▶ _Task to complete_: From the first record through the last, copy each one exactly.

======== Material for this exercise ========

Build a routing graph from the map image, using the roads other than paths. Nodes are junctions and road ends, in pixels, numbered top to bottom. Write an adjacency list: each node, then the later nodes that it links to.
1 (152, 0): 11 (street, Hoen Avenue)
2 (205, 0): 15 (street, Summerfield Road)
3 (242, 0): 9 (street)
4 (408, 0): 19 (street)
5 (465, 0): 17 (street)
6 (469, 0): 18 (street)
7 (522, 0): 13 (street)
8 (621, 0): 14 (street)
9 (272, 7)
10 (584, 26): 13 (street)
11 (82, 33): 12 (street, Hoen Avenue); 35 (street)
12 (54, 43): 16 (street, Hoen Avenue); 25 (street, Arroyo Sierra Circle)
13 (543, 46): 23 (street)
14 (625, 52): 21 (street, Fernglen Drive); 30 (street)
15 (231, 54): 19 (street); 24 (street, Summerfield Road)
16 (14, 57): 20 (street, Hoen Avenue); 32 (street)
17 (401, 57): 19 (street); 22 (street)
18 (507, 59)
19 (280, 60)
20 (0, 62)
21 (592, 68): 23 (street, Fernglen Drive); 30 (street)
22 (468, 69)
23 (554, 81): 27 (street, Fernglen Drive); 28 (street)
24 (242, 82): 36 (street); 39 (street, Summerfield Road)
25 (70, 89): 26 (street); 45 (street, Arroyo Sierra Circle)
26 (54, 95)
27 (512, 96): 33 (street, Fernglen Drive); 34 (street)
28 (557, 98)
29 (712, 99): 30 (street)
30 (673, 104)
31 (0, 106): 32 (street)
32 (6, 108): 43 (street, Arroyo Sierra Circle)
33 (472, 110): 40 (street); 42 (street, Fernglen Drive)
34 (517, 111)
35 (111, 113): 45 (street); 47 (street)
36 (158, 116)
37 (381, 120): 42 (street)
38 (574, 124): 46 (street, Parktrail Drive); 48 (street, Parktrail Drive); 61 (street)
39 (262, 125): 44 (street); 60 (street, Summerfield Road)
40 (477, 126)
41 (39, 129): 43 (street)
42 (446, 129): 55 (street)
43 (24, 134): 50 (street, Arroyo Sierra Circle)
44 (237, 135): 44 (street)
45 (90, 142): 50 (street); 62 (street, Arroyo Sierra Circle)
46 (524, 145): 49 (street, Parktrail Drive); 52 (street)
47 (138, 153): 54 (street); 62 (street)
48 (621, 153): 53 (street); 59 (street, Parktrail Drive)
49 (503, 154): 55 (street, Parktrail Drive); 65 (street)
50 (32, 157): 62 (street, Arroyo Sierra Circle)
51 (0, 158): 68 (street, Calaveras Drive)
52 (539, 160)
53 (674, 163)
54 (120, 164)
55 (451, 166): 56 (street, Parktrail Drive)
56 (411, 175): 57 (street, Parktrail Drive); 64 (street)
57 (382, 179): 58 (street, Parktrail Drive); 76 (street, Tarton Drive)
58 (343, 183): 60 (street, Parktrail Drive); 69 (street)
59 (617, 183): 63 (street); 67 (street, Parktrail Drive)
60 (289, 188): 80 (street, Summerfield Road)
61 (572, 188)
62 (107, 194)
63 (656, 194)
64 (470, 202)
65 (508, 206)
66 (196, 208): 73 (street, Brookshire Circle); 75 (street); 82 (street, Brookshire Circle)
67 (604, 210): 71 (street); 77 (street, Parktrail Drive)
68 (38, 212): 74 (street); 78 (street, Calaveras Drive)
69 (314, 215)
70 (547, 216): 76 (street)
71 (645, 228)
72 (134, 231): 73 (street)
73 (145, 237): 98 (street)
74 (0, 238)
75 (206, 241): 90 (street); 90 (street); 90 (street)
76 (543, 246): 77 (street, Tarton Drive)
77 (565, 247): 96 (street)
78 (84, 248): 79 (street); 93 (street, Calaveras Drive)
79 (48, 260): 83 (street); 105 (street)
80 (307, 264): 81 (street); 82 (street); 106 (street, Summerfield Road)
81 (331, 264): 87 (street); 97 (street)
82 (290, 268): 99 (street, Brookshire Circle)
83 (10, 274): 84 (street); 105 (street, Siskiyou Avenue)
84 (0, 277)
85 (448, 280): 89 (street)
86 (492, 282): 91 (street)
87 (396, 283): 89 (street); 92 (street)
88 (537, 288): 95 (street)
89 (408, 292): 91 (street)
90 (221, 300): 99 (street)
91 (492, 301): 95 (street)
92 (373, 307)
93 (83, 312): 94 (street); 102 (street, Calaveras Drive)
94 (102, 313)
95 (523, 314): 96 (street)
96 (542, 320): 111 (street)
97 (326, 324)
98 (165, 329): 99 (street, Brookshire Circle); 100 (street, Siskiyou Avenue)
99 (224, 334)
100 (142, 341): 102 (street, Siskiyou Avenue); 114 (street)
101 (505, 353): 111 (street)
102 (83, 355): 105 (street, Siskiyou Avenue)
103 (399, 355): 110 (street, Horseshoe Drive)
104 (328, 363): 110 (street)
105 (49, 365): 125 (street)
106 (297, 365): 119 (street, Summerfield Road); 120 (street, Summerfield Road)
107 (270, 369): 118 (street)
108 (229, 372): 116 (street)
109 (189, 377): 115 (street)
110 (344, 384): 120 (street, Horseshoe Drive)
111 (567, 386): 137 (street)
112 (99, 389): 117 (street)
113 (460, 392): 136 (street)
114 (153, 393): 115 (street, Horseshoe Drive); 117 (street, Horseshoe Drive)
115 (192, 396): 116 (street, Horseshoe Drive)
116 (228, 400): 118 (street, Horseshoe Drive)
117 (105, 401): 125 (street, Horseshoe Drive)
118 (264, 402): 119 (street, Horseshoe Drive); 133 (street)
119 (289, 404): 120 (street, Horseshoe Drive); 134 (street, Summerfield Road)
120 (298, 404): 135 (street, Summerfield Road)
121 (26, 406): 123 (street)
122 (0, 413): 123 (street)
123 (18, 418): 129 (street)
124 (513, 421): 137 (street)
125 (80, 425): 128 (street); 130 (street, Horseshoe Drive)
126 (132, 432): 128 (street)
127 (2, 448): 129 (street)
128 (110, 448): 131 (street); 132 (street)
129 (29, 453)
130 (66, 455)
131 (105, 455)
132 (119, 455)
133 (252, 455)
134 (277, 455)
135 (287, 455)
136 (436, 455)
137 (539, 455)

========

▶ _Answer to the exercise_:
Build a routing graph from the map image, using the roads other than paths. Nodes are junctions and road ends, in pixels, numbered top to bottom. Write an adjacency list: each node, then the later nodes that it links to.
1 (152, 0): 11 (street, Hoen Avenue)
2 (205, 0): 15 (street, Summerfield Road)
3 (242, 0): 9 (street)
4 (408, 0): 19 (street)
5 (465, 0): 17 (street)
6 (469, 0): 18 (street)
7 (522, 0): 13 (street)
8 (621, 0): 14 (street)
9 (272, 7)
10 (584, 26): 13 (street)
11 (82, 33): 12 (street, Hoen Avenue); 35 (street)
12 (54, 43): 16 (street, Hoen Avenue); 25 (street, Arroyo Sierra Circle)
13 (543, 46): 23 (street)
14 (625, 52): 21 (street, Fernglen Drive); 30 (street)
15 (231, 54): 19 (street); 24 (street, Summerfield Road)
16 (14, 57): 20 (street, Hoen Avenue); 32 (street)
17 (401, 57): 19 (street); 22 (street)
18 (507, 59)
19 (280, 60)
20 (0, 62)
21 (592, 68): 23 (street, Fernglen Drive); 30 (street)
22 (468, 69)
23 (554, 81): 27 (street, Fernglen Drive); 28 (street)
24 (242, 82): 36 (street); 39 (street, Summerfield Road)
25 (70, 89): 26 (street); 45 (street, Arroyo Sierra Circle)
26 (54, 95)
27 (512, 96): 33 (street, Fernglen Drive); 34 (street)
28 (557, 98)
29 (712, 99): 30 (street)
30 (673, 104)
31 (0, 106): 32 (street)
32 (6, 108): 43 (street, Arroyo Sierra Circle)
33 (472, 110): 40 (street); 42 (street, Fernglen Drive)
34 (517, 111)
35 (111, 113): 45 (street); 47 (street)
36 (158, 116)
37 (381, 120): 42 (street)
38 (574, 124): 46 (street, Parktrail Drive); 48 (street, Parktrail Drive); 61 (street)
39 (262, 125): 44 (street); 60 (street, Summerfield Road)
40 (477, 126)
41 (39, 129): 43 (street)
42 (446, 129): 55 (street)
43 (24, 134): 50 (street, Arroyo Sierra Circle)
44 (237, 135): 44 (street)
45 (90, 142): 50 (street); 62 (street, Arroyo Sierra Circle)
46 (524, 145): 49 (street, Parktrail Drive); 52 (street)
47 (138, 153): 54 (street); 62 (street)
48 (621, 153): 53 (street); 59 (street, Parktrail Drive)
49 (503, 154): 55 (street, Parktrail Drive); 65 (street)
50 (32, 157): 62 (street, Arroyo Sierra Circle)
51 (0, 158): 68 (street, Calaveras Drive)
52 (539, 160)
53 (674, 163)
54 (120, 164)
55 (451, 166): 56 (street, Parktrail Drive)
56 (411, 175): 57 (street, Parktrail Drive); 64 (street)
57 (382, 179): 58 (street, Parktrail Drive); 76 (street, Tarton Drive)
58 (343, 183): 60 (street, Parktrail Drive); 69 (street)
59 (617, 183): 63 (street); 67 (street, Parktrail Drive)
60 (289, 188): 80 (street, Summerfield Road)
61 (572, 188)
62 (107, 194)
63 (656, 194)
64 (470, 202)
65 (508, 206)
66 (196, 208): 73 (street, Brookshire Circle); 75 (street); 82 (street, Brookshire Circle)
67 (604, 210): 71 (street); 77 (street, Parktrail Drive)
68 (38, 212): 74 (street); 78 (street, Calaveras Drive)
69 (314, 215)
70 (547, 216): 76 (street)
71 (645, 228)
72 (134, 231): 73 (street)
73 (145, 237): 98 (street)
74 (0, 238)
75 (206, 241): 90 (street); 90 (street); 90 (street)
76 (543, 246): 77 (street, Tarton Drive)
77 (565, 247): 96 (street)
78 (84, 248): 79 (street); 93 (street, Calaveras Drive)
79 (48, 260): 83 (street); 105 (street)
80 (307, 264): 81 (street); 82 (street); 106 (street, Summerfield Road)
81 (331, 264): 87 (street); 97 (street)
82 (290, 268): 99 (street, Brookshire Circle)
83 (10, 274): 84 (street); 105 (street, Siskiyou Avenue)
84 (0, 277)
85 (448, 280): 89 (street)
86 (492, 282): 91 (street)
87 (396, 283): 89 (street); 92 (street)
88 (537, 288): 95 (street)
89 (408, 292): 91 (street)
90 (221, 300): 99 (street)
91 (492, 301): 95 (street)
92 (373, 307)
93 (83, 312): 94 (street); 102 (street, Calaveras Drive)
94 (102, 313)
95 (523, 314): 96 (street)
96 (542, 320): 111 (street)
97 (326, 324)
98 (165, 329): 99 (street, Brookshire Circle); 100 (street, Siskiyou Avenue)
99 (224, 334)
100 (142, 341): 102 (street, Siskiyou Avenue); 114 (street)
101 (505, 353): 111 (street)
102 (83, 355): 105 (street, Siskiyou Avenue)
103 (399, 355): 110 (street, Horseshoe Drive)
104 (328, 363): 110 (street)
105 (49, 365): 125 (street)
106 (297, 365): 119 (street, Summerfield Road); 120 (street, Summerfield Road)
107 (270, 369): 118 (street)
108 (229, 372): 116 (street)
109 (189, 377): 115 (street)
110 (344, 384): 120 (street, Horseshoe Drive)
111 (567, 386): 137 (street)
112 (99, 389): 117 (street)
113 (460, 392): 136 (street)
114 (153, 393): 115 (street, Horseshoe Drive); 117 (street, Horseshoe Drive)
115 (192, 396): 116 (street, Horseshoe Drive)
116 (228, 400): 118 (street, Horseshoe Drive)
117 (105, 401): 125 (street, Horseshoe Drive)
118 (264, 402): 119 (street, Horseshoe Drive); 133 (street)
119 (289, 404): 120 (street, Horseshoe Drive); 134 (street, Summerfield Road)
120 (298, 404): 135 (street, Summerfield Road)
121 (26, 406): 123 (street)
122 (0, 413): 123 (street)
123 (18, 418): 129 (street)
124 (513, 421): 137 (street)
125 (80, 425): 128 (street); 130 (street, Horseshoe Drive)
126 (132, 432): 128 (street)
127 (2, 448): 129 (street)
128 (110, 448): 131 (street); 132 (street)
129 (29, 453)
130 (66, 455)
131 (105, 455)
132 (119, 455)
133 (252, 455)
134 (277, 455)
135 (287, 455)
136 (436, 455)
137 (539, 455)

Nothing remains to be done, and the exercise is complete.